• **TASK DESCRIPTION**: Copy all lines containing the string "McPhee" from the records below.

(MATERIAL PROVIDED begins)

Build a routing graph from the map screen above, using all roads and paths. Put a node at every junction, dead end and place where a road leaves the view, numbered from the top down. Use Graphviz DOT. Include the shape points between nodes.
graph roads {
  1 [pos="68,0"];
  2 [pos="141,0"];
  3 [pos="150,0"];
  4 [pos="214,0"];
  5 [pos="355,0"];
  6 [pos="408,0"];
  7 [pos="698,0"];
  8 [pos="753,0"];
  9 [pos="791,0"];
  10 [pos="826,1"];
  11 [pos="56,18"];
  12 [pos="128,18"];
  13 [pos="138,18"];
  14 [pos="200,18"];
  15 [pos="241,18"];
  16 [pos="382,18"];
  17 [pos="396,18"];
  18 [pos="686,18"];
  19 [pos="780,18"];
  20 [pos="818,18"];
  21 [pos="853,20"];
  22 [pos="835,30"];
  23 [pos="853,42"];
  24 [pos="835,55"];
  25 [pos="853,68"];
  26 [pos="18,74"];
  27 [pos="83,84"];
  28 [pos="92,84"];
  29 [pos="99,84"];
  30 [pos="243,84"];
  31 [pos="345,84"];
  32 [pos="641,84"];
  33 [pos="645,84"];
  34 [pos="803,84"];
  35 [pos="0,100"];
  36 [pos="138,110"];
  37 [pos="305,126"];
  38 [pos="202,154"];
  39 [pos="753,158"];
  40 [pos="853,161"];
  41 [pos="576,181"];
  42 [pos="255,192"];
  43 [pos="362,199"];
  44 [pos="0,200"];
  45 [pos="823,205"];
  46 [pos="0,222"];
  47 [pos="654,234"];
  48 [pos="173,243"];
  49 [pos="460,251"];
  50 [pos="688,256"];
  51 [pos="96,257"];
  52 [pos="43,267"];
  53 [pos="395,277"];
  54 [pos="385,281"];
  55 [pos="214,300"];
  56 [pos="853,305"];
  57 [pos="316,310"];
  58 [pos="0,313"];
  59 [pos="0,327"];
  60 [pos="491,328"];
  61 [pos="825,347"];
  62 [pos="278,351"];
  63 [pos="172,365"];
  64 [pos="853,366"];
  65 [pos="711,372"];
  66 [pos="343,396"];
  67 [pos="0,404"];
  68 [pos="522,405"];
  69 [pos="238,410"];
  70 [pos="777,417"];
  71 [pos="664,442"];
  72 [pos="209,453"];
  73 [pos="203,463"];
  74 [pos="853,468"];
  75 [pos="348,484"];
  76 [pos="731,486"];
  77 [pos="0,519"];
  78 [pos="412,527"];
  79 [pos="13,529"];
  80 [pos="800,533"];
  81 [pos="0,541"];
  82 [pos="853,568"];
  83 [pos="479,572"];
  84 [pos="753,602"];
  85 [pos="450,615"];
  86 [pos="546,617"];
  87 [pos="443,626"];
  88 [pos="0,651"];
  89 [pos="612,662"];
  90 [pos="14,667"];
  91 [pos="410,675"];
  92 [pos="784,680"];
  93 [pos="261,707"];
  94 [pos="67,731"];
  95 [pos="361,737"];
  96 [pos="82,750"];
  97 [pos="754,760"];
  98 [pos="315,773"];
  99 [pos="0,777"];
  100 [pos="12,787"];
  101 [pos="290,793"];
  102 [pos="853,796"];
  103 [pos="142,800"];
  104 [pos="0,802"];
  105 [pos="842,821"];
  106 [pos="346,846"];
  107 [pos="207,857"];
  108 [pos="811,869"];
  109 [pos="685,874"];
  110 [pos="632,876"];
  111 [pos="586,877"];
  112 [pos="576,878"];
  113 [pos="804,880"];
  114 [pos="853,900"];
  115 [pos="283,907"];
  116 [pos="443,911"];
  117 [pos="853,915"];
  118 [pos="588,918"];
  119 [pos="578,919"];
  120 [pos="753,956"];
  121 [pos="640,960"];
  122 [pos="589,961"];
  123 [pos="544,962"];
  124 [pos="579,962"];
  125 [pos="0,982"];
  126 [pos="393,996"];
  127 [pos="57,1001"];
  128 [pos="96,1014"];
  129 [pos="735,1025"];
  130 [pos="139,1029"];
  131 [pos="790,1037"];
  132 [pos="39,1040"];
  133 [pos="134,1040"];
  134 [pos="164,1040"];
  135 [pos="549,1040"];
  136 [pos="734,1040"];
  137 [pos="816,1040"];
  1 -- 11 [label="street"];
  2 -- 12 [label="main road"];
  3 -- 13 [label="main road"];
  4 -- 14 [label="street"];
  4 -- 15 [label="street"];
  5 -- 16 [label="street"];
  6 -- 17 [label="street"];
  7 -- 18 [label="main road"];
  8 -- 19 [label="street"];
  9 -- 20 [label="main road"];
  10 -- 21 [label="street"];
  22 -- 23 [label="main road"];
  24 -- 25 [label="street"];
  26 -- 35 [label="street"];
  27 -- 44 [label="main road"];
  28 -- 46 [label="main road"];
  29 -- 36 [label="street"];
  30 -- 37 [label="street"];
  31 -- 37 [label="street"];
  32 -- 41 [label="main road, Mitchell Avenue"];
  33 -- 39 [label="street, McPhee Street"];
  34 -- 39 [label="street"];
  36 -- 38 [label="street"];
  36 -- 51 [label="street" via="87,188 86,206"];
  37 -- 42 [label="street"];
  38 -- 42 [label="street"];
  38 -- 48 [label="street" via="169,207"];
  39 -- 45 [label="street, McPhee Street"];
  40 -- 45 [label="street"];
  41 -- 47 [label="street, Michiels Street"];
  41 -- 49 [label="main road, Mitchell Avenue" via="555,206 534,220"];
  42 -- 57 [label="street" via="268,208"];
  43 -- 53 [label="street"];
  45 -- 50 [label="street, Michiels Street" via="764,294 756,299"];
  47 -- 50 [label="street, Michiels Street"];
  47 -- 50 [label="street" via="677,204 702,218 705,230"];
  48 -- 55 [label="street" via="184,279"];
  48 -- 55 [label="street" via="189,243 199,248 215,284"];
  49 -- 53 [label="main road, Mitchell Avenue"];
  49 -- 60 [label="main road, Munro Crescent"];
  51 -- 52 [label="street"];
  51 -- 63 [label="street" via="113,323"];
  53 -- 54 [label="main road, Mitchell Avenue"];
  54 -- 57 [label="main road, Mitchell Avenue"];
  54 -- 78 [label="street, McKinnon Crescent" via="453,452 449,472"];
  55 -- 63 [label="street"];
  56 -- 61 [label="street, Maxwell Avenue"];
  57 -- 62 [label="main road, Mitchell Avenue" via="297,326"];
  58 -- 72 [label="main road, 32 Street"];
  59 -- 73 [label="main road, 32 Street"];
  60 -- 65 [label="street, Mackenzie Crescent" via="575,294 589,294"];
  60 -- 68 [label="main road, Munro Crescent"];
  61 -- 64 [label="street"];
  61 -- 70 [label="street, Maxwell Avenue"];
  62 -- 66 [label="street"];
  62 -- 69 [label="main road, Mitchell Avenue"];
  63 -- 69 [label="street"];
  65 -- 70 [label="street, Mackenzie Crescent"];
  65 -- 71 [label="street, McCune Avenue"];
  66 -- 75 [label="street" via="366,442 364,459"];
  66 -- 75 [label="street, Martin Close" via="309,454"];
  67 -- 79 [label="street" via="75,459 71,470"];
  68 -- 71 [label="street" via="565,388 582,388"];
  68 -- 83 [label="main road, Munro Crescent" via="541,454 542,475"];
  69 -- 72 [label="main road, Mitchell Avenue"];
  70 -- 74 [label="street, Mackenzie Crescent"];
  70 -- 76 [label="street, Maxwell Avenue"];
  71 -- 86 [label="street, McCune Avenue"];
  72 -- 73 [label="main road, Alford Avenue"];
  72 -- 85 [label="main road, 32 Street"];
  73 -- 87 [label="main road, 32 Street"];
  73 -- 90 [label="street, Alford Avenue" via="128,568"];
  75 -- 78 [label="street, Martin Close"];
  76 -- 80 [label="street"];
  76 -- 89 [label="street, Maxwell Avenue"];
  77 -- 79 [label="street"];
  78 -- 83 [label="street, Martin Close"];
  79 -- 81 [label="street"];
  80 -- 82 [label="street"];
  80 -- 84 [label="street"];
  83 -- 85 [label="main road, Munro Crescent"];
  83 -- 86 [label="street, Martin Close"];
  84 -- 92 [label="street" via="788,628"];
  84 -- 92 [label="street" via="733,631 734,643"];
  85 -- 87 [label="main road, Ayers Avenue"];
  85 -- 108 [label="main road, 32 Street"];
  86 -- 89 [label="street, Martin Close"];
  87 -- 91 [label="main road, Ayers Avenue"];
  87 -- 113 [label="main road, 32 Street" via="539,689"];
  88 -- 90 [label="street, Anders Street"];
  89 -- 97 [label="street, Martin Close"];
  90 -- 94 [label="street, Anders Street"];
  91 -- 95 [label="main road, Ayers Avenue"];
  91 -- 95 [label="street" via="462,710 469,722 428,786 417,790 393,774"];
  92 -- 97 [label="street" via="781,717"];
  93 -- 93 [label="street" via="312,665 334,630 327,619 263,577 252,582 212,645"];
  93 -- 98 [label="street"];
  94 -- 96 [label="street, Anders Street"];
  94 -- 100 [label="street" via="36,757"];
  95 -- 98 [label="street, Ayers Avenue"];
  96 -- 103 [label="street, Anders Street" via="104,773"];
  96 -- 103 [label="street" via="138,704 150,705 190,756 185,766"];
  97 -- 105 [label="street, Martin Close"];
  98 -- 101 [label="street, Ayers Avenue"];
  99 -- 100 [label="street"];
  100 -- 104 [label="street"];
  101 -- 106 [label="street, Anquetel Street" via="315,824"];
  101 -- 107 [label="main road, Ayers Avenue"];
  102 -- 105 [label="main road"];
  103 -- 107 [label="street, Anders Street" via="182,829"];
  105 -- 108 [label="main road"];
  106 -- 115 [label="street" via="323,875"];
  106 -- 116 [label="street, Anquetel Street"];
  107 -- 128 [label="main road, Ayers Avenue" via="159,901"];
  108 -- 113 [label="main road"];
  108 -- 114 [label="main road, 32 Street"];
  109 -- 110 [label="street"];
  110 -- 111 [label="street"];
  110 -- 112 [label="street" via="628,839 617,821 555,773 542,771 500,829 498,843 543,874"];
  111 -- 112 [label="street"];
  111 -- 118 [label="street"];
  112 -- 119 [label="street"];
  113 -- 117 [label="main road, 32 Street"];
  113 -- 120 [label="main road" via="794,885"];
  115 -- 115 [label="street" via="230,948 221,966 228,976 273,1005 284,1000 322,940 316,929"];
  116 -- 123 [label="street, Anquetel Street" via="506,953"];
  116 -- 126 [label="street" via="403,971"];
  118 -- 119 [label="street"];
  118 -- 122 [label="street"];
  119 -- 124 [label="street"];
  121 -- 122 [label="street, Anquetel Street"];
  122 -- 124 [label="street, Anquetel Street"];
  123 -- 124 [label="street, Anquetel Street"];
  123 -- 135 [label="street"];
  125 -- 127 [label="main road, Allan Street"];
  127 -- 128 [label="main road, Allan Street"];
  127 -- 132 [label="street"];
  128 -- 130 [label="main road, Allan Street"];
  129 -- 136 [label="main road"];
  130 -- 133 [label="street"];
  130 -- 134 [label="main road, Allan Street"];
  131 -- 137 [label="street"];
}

(MATERIAL PROVIDED ends)

• **ANSWER BELOW**:
  33 -- 39 [label="street, McPhee Street"];
  39 -- 45 [label="street, McPhee Street"];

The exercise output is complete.